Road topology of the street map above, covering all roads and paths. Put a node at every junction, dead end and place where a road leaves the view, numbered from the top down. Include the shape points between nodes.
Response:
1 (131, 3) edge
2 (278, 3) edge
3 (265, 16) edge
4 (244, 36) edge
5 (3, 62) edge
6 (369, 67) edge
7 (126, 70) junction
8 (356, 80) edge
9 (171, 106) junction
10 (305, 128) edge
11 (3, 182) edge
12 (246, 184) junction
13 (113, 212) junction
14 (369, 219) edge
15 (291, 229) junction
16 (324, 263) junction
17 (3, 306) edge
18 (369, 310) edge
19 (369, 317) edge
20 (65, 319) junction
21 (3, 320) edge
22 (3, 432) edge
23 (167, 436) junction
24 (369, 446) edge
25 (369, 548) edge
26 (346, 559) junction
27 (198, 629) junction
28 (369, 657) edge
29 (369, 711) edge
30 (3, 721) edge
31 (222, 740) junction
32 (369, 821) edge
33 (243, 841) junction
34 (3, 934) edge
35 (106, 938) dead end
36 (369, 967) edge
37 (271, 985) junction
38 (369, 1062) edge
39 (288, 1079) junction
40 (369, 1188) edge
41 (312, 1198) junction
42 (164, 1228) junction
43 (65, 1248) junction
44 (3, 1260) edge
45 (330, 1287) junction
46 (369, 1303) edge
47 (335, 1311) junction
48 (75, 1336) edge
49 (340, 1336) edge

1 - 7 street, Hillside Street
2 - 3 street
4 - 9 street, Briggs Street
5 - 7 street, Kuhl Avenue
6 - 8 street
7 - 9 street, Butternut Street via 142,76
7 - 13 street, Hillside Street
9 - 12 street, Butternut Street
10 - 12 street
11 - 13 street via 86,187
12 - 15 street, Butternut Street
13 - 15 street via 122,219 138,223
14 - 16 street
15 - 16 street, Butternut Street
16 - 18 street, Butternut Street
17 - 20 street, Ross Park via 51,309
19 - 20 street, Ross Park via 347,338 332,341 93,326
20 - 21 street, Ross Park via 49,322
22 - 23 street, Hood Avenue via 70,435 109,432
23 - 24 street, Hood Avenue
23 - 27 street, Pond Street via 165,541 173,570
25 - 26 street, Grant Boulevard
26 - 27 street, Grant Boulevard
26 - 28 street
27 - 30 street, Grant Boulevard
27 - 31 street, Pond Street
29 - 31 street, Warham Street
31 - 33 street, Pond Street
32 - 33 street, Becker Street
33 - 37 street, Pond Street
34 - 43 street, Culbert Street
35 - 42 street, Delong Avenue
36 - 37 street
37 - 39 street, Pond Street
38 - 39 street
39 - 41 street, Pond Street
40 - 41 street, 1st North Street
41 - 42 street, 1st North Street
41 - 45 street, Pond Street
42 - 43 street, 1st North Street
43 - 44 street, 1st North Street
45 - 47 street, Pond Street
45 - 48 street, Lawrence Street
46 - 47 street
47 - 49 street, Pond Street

§ §

Output the listing in full. Leave every line unchanged.

Road topology of the street map above, covering all roads and paths. Put a node at every junction, dead end and place where a road leaves the view, numbered from the top down. Include the shape points between nodes.
Response:
1 (131, 3) edge
2 (278, 3) edge
3 (265, 16) edge
4 (244, 36) edge
5 (3, 62) edge
6 (369, 67) edge
7 (126, 70) junction
8 (356, 80) edge
9 (171, 106) junction
10 (305, 128) edge
11 (3, 182) edge
12 (246, 184) junction
13 (113, 212) junction
14 (369, 219) edge
15 (291, 229) junction
16 (324, 263) junction
17 (3, 306) edge
18 (369, 310) edge
19 (369, 317) edge
20 (65, 319) junction
21 (3, 320) edge
22 (3, 432) edge
23 (167, 436) junction
24 (369, 446) edge
25 (369, 548) edge
26 (346, 559) junction
27 (198, 629) junction
28 (369, 657) edge
29 (369, 711) edge
30 (3, 721) edge
31 (222, 740) junction
32 (369, 821) edge
33 (243, 841) junction
34 (3, 934) edge
35 (106, 938) dead end
36 (369, 967) edge
37 (271, 985) junction
38 (369, 1062) edge
39 (288, 1079) junction
40 (369, 1188) edge
41 (312, 1198) junction
42 (164, 1228) junction
43 (65, 1248) junction
44 (3, 1260) edge
45 (330, 1287) junction
46 (369, 1303) edge
47 (335, 1311) junction
48 (75, 1336) edge
49 (340, 1336) edge

1 - 7 street, Hillside Street
2 - 3 street
4 - 9 street, Briggs Street
5 - 7 street, Kuhl Avenue
6 - 8 street
7 - 9 street, Butternut Street via 142,76
7 - 13 street, Hillside Street
9 - 12 street, Butternut Street
10 - 12 street
11 - 13 street via 86,187
12 - 15 street, Butternut Street
13 - 15 street via 122,219 138,223
14 - 16 street
15 - 16 street, Butternut Street
16 - 18 street, Butternut Street
17 - 20 street, Ross Park via 51,309
19 - 20 street, Ross Park via 347,338 332,341 93,326
20 - 21 street, Ross Park via 49,322
22 - 23 street, Hood Avenue via 70,435 109,432
23 - 24 street, Hood Avenue
23 - 27 street, Pond Street via 165,541 173,570
25 - 26 street, Grant Boulevard
26 - 27 street, Grant Boulevard
26 - 28 street
27 - 30 street, Grant Boulevard
27 - 31 street, Pond Street
29 - 31 street, Warham Street
31 - 33 street, Pond Street
32 - 33 street, Becker Street
33 - 37 street, Pond Street
34 - 43 street, Culbert Street
35 - 42 street, Delong Avenue
36 - 37 street
37 - 39 street, Pond Street
38 - 39 street
39 - 41 street, Pond Street
40 - 41 street, 1st North Street
41 - 42 street, 1st North Street
41 - 45 street, Pond Street
42 - 43 street, 1st North Street
43 - 44 street, 1st North Street
45 - 47 street, Pond Street
45 - 48 street, Lawrence Street
46 - 47 street
47 - 49 street, Pond Street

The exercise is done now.